Did that make sense? The hardest part is the SCRAPE routine. It would need to know which image tag is the person’s profile picture. Most likely it is clearly marked with some other tag or displayed text. You would have to pull a few pages and look at the actual code of each to see how to tell your SCRAPE routine to get the correct image URL.

Hope that helps…

ddot222 · May 12, 2012, 5:02pm

Just parse thru them assigning $url=“yourdomain.com/someonesprofile.php”, whatever URL for their profile.Then, SCRAPE the page and find the image tag for their picture.

This is where I’m having troubles. Would that look something like…

[php]

<?php include 'connect.php'; include('simple_html_dom.php'); // Grab Data $sql="SELECT * FROM user_info"; $result = mysql_query($sql); // Iterate through tables while($row = mysql_fetch_array($result)) { // Please don't judge the syntax to bad, I'm struggling a bit $url = $row['user_url']; $urlList=array(); array_push($url); scrapeThis(); } function scrapeThis($urlList){ $html = file_get_html($url); foreach($html->find('div#pic') as $e); echo "" ; } ?>

[/php]

ErnieAlex · May 12, 2012, 5:16pm

Well, almost… But, try it this way… (No need to build an array, as the query already is one!)
[php]
// Please don’t judge the syntax to bad, I’m struggling a bit
$url = $row[‘user_url’]; //Already got an user url, now scrape it…

$html = file_get_html($url);
foreach($html->find(‘div#pic’) as $e)
{
echo “” ;
}
}
[/php]
Not sure about the scraping function with the “find(‘div#pic’)”, but, the rest should work.
Basically, you pull all of the users info and parse thru each row of users and scrape each user’s url page.
Should work, but, for testing I would add " LIMIT 10" to the query, space-limit-10 so that you only test
with 10 users.
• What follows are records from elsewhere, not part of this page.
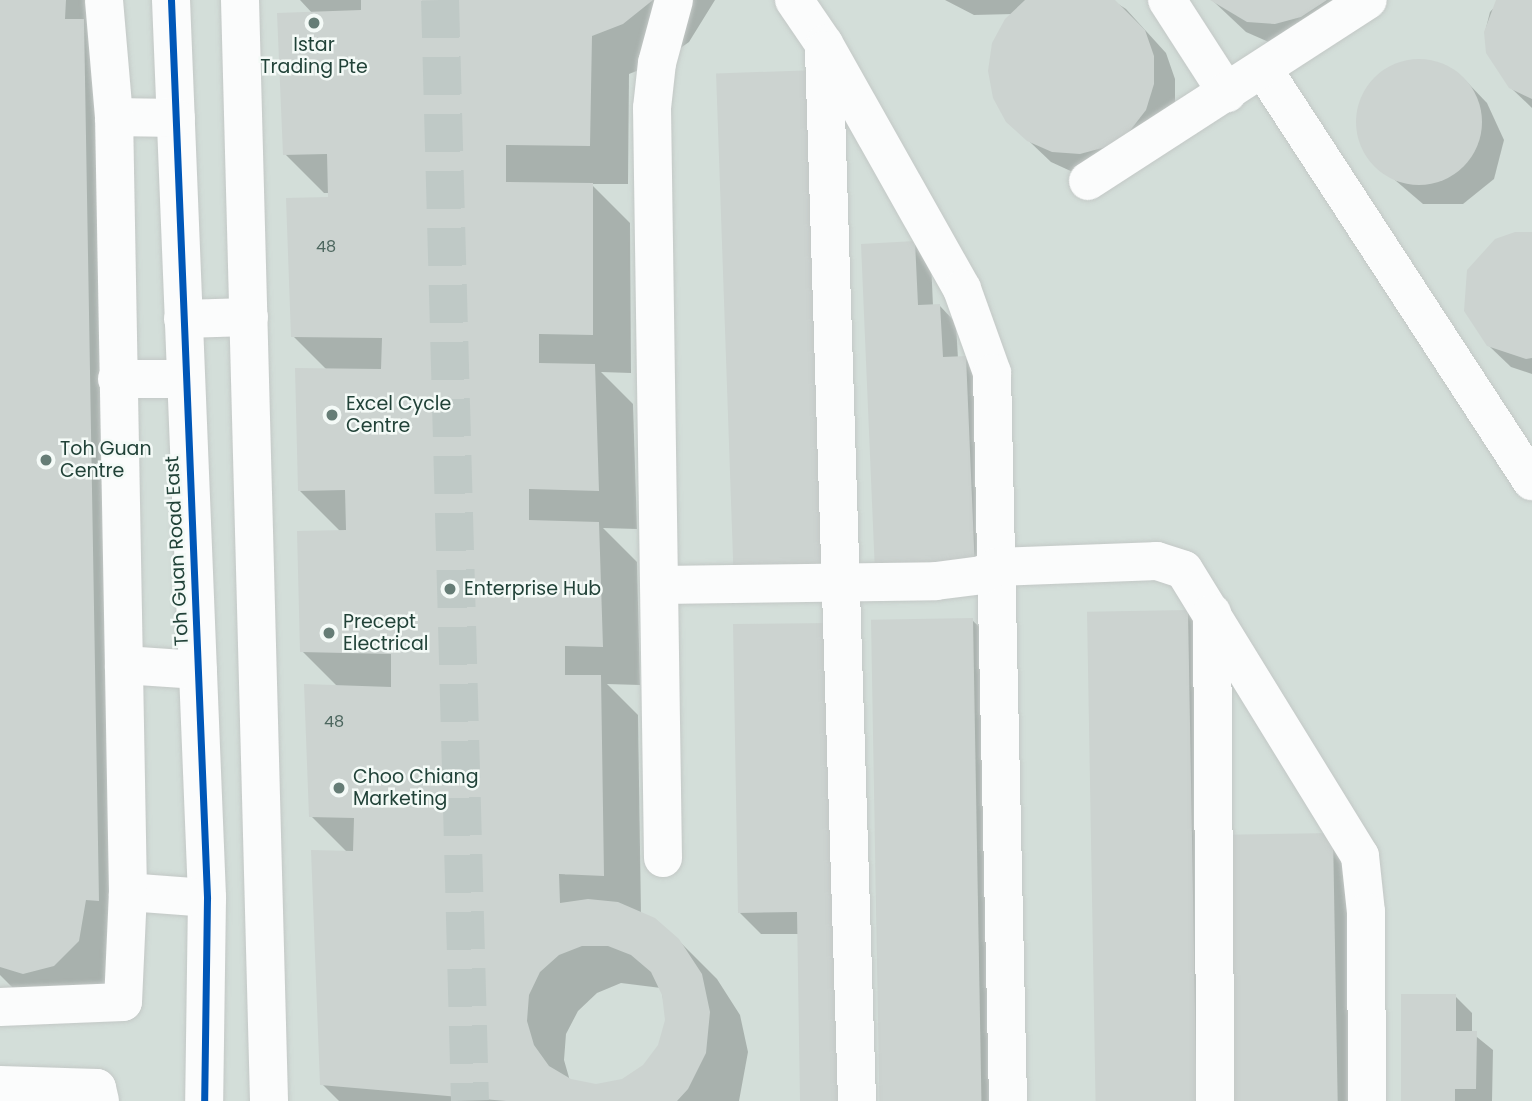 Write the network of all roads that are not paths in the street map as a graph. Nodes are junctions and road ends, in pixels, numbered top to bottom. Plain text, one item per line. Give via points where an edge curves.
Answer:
1 (104, 0) edge
2 (171, 0) edge
3 (240, 0) edge
4 (674, 0) edge
5 (794, 0) edge
6 (1167, 0) edge
7 (1368, 0) edge
8 (824, 44) junction
9 (1263, 69) junction
10 (1227, 93) junction
11 (114, 117) junction
12 (176, 118) junction
13 (1088, 181) dead end
14 (248, 317) junction
15 (183, 319) junction
16 (117, 379) junction
17 (184, 379) junction
18 (1532, 481) edge
19 (996, 568) junction
20 (840, 583) junction
21 (660, 585) junction
22 (1212, 613) junction
23 (124, 665) junction
24 (198, 670) junction
25 (663, 859) dead end
26 (128, 892) junction
27 (207, 898) junction
28 (0, 1007) edge
29 (0, 1085) edge
30 (100, 1101) edge
31 (204, 1101) edge
32 (269, 1101) edge
33 (857, 1101) edge
34 (1007, 1101) edge
35 (1214, 1101) edge
36 (1367, 1101) edge

1 - 11 street
2 - 12 street, Toh Guan Road East
3 - 14 street
4 - 21 street via 657,63 652,108
5 - 8 street
6 - 10 street
7 - 9 street
8 - 19 street via 973,312 992,373
8 - 20 street
9 - 10 street
9 - 18 street
10 - 13 street
11 - 12 street
11 - 16 street
12 - 15 street, Toh Guan Road East
14 - 15 street
14 - 32 street
15 - 17 street, Toh Guan Road East
16 - 17 street
16 - 23 street
17 - 24 street, Toh Guan Road East
19 - 20 street via 954,580
19 - 22 street via 1157,561 1184,570
19 - 34 street
20 - 21 street
20 - 33 street
21 - 25 street
22 - 35 street
22 - 36 street via 1360,856 1366,912
23 - 24 street
23 - 26 street
24 - 27 street, Toh Guan Road East
26 - 27 street
26 - 28 street via 120,1005
27 - 31 street, Toh Guan Road East
29 - 30 street via 97,1088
If you have 50,000 users, it would run for hours… LOL Good luck!

ddot222 · May 12, 2012, 6:30pm

Always almost there!!!

Warning: file_get_html() [function.file-get-contents]: Filename cannot be empty

I keep running into this error on every aspect, even with the web grabber, it was the same scenario.
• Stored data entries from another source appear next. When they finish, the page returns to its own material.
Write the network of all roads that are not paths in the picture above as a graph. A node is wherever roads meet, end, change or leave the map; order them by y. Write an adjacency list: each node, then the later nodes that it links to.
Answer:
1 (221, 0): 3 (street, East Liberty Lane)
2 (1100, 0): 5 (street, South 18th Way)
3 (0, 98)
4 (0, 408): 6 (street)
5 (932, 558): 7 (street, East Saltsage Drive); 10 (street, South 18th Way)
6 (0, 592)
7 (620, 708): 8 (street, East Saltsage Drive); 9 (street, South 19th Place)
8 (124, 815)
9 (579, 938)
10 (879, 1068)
This why I think I was trying to iterate through each row and trying to output $row[‘user_url’] into a string to dynamically.

[php]<?php
include ‘connect.php’;
include(‘simple_html_dom.php’);
$result = mysql_query(“SELECT * FROM user_info”);
while($row = mysql_fetch_array($result))
{
$url = $row[‘user_url’];
$html = file_get_html($url);
foreach($html->find(‘div#pic’) as $e)
{
echo “” ;
}
};

?> [/php]

ErnieAlex · May 12, 2012, 7:02pm

That code looks good.

But, are you sure you have a valid URL in the database?
Try echo’ing it so you can see. I bet the first part is not HTTP or quotes or something…
Like this:
[php]
$result = mysql_query(“SELECT * FROM user_info”);
while($row = mysql_fetch_array($result))
{
$url = $row[‘user_url’];
echo “URL = ***” . $url . “***

”; //debugging…delete this line later…
$html = file_get_html($url);
echo "Length of page: " . strlen($html) . “

”; //debugging…delete this line later…
if(strlen($html)>0){
foreach($html->find(‘div#pic’) as $e)
{
echo “” ;
}
}else{
echo “Zero sized URL!!!”;
}
};
[/php]
Look between the stars for odd code. Remember it should be in the format:
“http://www.xyz.com/somefolder/somepage.ext” Any difference could cause no output…
And, I added check for zero size page…

ddot222 · May 12, 2012, 8:34pm

Yea, all the links are absolute paths. no crazy looking ones.Same error comes up. Maybe I should look into a client side scrapper if they have one. This is way over my front-end head

ErnieAlex · May 12, 2012, 9:44pm

So, after trying my last code, you got a displayed URL.
Did it have HTTP:// in front of it? Was it formed correctly?
If you copy it into a browser, where does it take you?

???

OH, PS: a CLIENT-SIDE scrapper, everyone has that built-in. Just RIGHT-CLICK on any blank area of the page, select VIEW-SOURCE. Then, you will see exactly what is being displayed!
LOL… Never heard it called that! I like it!